**Prompt**
An exact reproduction of the data below is expected, free of images.
[[ The data, beginning ]]
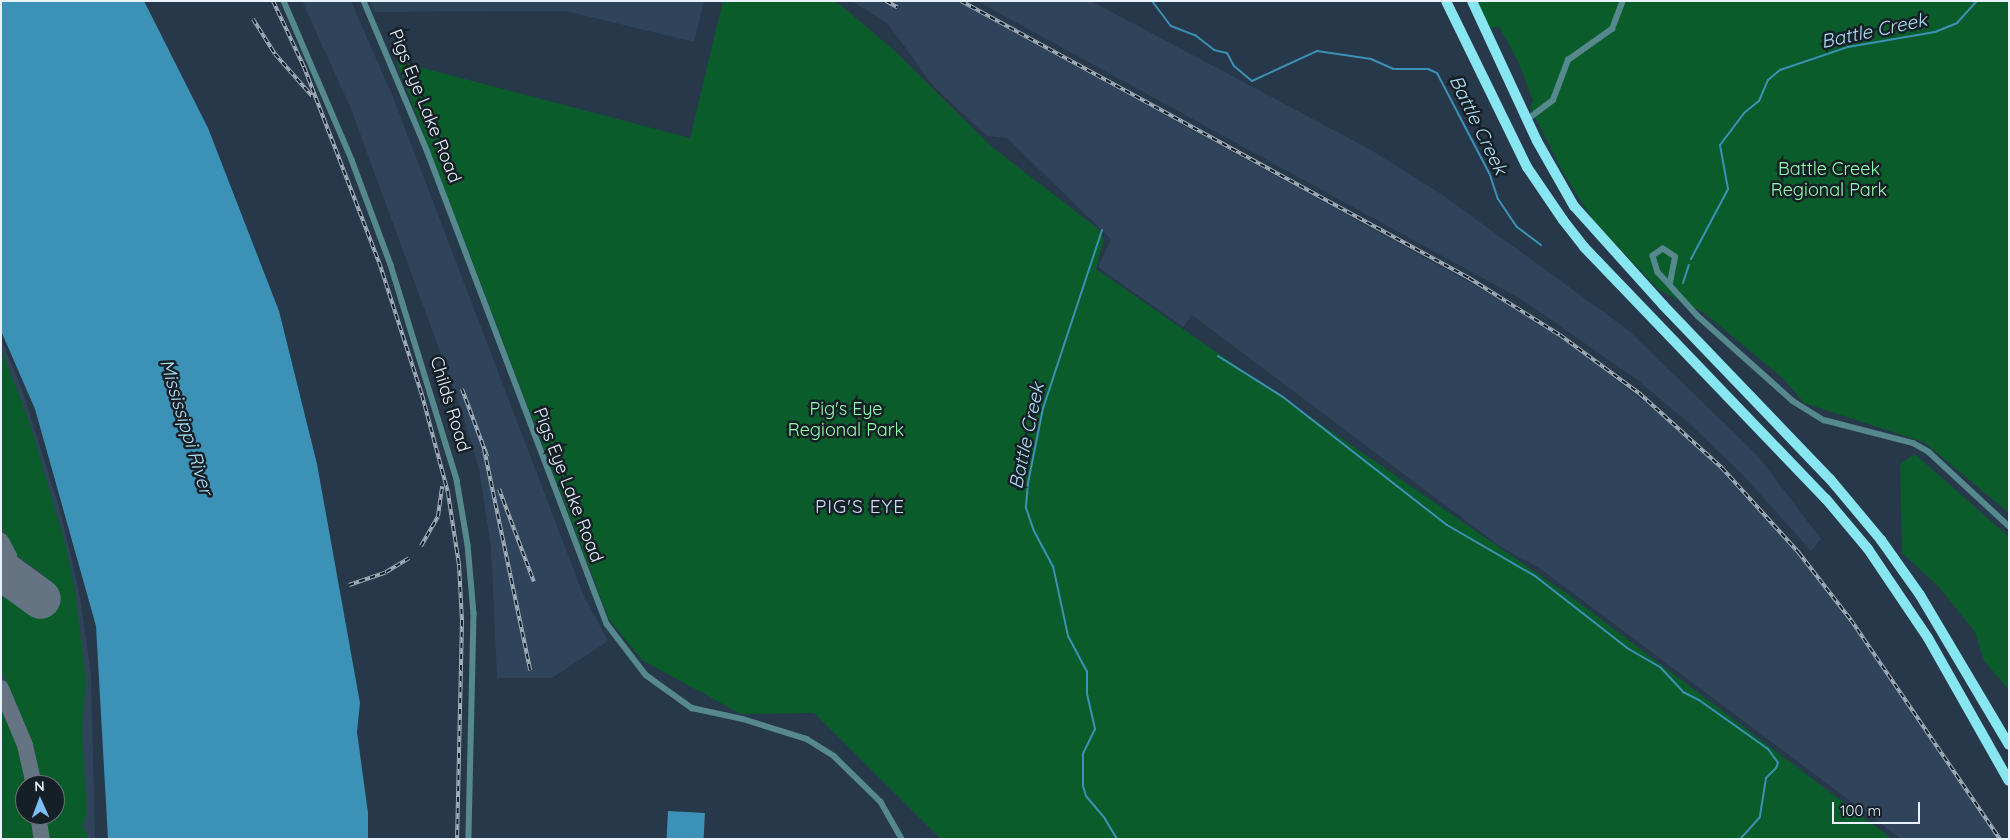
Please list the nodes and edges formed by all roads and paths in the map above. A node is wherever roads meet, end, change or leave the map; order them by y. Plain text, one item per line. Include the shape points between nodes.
1 (284, 1) edge
2 (364, 1) edge
3 (1446, 1) edge
4 (1472, 1) edge
5 (1623, 1) edge
6 (1528, 120) junction
7 (1670, 283) junction
8 (2009, 526) edge
9 (2009, 746) edge
10 (2009, 781) edge
11 (469, 839) edge
12 (902, 839) edge

1 - 11 street, Childs Road via 388,257 457,480 468,545 474,614
2 - 12 street, Pigs Eye Lake Road via 427,150 607,624 646,675 692,708 743,719 807,739 834,756 881,802
3 - 10 highway via 1526,167 1584,247 1826,499 1868,549 1928,638
4 - 6 highway
5 - 6 street via 1612,30 1568,60 1553,100
6 - 9 highway via 1562,187 1606,243 1830,479 1882,540 1920,595
7 - 7 street via 1675,257 1670,250 1663,249 1654,254 1652,260
7 - 8 street via 1698,316 1793,401 1824,420 1913,443 1929,452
[[ The data, end ]]
**Answer area**
Please list the nodes and edges formed by all roads and paths in the map above. A node is wherever roads meet, end, change or leave the map; order them by y. Plain text, one item per line. Include the shape points between nodes.
1 (284, 1) edge
2 (364, 1) edge
3 (1446, 1) edge
4 (1472, 1) edge
5 (1623, 1) edge
6 (1528, 120) junction
7 (1670, 283) junction
8 (2009, 526) edge
9 (2009, 746) edge
10 (2009, 781) edge
11 (469, 839) edge
12 (902, 839) edge

1 - 11 street, Childs Road via 388,257 457,480 468,545 474,614
2 - 12 street, Pigs Eye Lake Road via 427,150 607,624 646,675 692,708 743,719 807,739 834,756 881,802
3 - 10 highway via 1526,167 1584,247 1826,499 1868,549 1928,638
4 - 6 highway
5 - 6 street via 1612,30 1568,60 1553,100
6 - 9 highway via 1562,187 1606,243 1830,479 1882,540 1920,595
7 - 7 street via 1675,257 1670,250 1663,249 1654,254 1652,260
7 - 8 street via 1698,316 1793,401 1824,420 1913,443 1929,452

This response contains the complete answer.